## Task directions
Filter the records below and copy every line containing the word "with".

## Records for this exercise
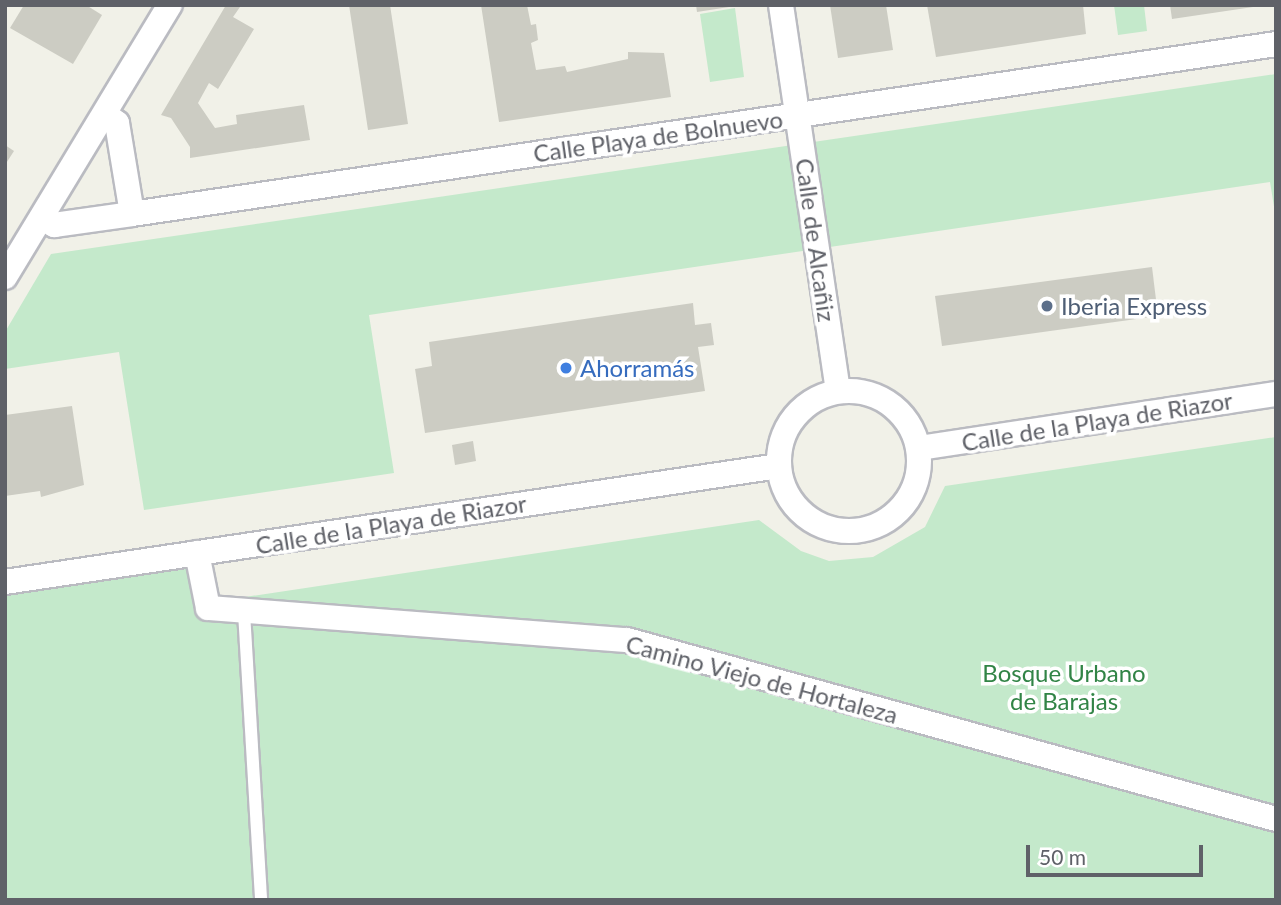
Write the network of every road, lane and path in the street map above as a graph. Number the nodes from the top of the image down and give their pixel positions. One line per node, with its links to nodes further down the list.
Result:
1 (170, 5): 4 (street)
2 (781, 5): 5 (street, Calle de Alcañiz)
3 (1276, 44): 5 (street, Calle Playa de Bolnuevo)
4 (105, 114): 6 (street); 7 (street)
5 (798, 116): 6 (street, Calle Playa de Bolnuevo); 9 (street, Calle de Alcañiz)
6 (132, 214): 7 (street, Calle Playa de Bolnuevo)
7 (43, 217): 8 (street)
8 (5, 277)
9 (838, 391): 11 (street); 12 (street)
10 (1276, 394): 11 (street, Calle de la Playa de Riazor)
11 (919, 448): 12 (street)
12 (778, 466): 13 (street, Calle de la Playa de Riazor)
13 (197, 553): 14 (street, Calle de la Playa de Riazor); 15 (street, Camino Viejo de Hortaleza)
14 (5, 582)
15 (244, 612): 16 (street, Camino Viejo de Hortaleza); 17 (lane)
16 (1276, 818)
17 (261, 900)

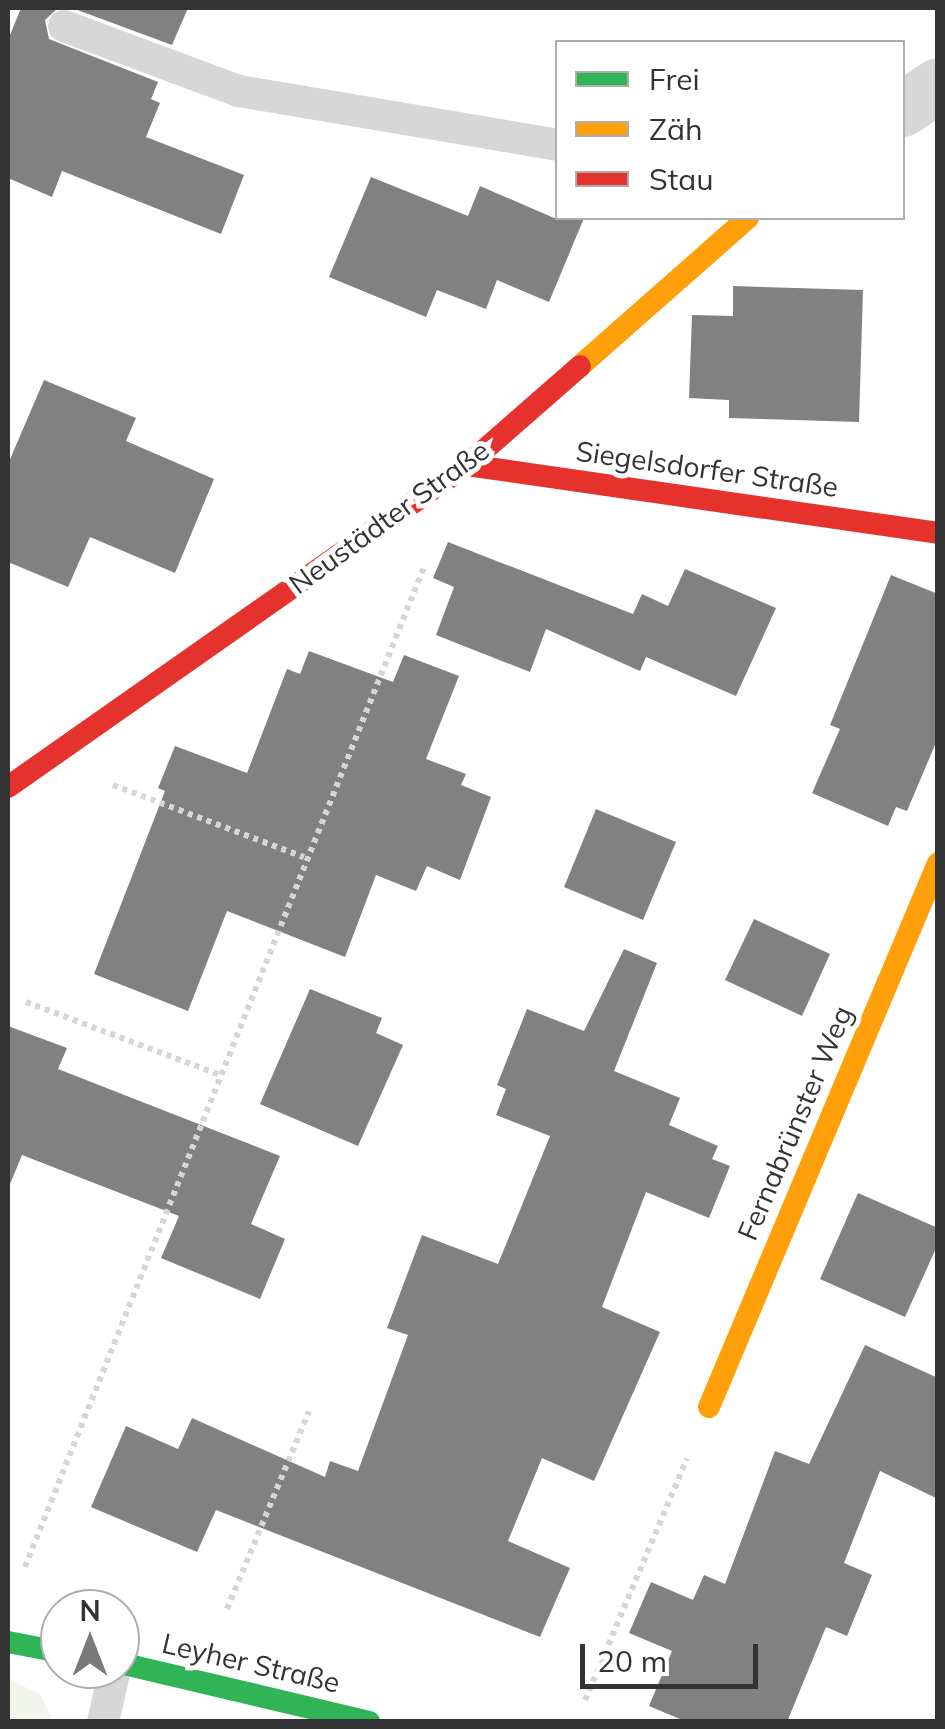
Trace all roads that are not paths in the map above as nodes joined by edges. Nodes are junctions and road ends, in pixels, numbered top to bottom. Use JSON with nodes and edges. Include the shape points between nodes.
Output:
{"nodes":[{"id":1,"x":64,"y":26,"type":"dead end"},
{"id":2,"x":938,"y":86,"type":"edge"},
{"id":3,"x":905,"y":107,"type":"edge"},
{"id":4,"x":555,"y":144,"type":"edge"},
{"id":5,"x":746,"y":220,"type":"edge"},
{"id":6,"x":468,"y":465,"type":"junction"},
{"id":7,"x":938,"y":533,"type":"edge"},
{"id":8,"x":8,"y":787,"type":"edge"},
{"id":9,"x":938,"y":863,"type":"edge"},
{"id":10,"x":709,"y":1407,"type":"road end"},
{"id":11,"x":8,"y":1642,"type":"edge"},
{"id":12,"x":40,"y":1648,"type":"edge"},
{"id":13,"x":140,"y":1670,"type":"edge"},
{"id":14,"x":110,"y":1689,"type":"edge"},
{"id":15,"x":239,"y":1706,"type":"edge"},
{"id":16,"x":103,"y":1722,"type":"edge"},
{"id":17,"x":369,"y":1722,"type":"edge"}],
"edges":[{"from":1,"to":4,"type":"lane","via":[[239,91]]},
{"from":2,"to":3,"type":"street"},
{"from":5,"to":6,"type":"street","name":"Neustädter Straße"},
{"from":6,"to":7,"type":"street","name":"Siegelsdorfer Straße"},
{"from":6,"to":8,"type":"street","name":"Neustädter Straße"},
{"from":9,"to":10,"type":"street","name":"Fernabrünster Weg"},
{"from":11,"to":12,"type":"street"},
{"from":13,"to":15,"type":"street","name":"Leyher Straße"},
{"from":14,"to":16,"type":"lane"},
{"from":15,"to":17,"type":"street","name":"Leyher Straße"}]}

## Response area
Write the network of every road, lane and path in the street map above as a graph. Number the nodes from the top of the image down and give their pixel positions. One line per node, with its links to nodes further down the list.
Trace all roads that are not paths in the map above as nodes joined by edges. Nodes are junctions and road ends, in pixels, numbered top to bottom. Use JSON with nodes and edges. Include the shape points between nodes.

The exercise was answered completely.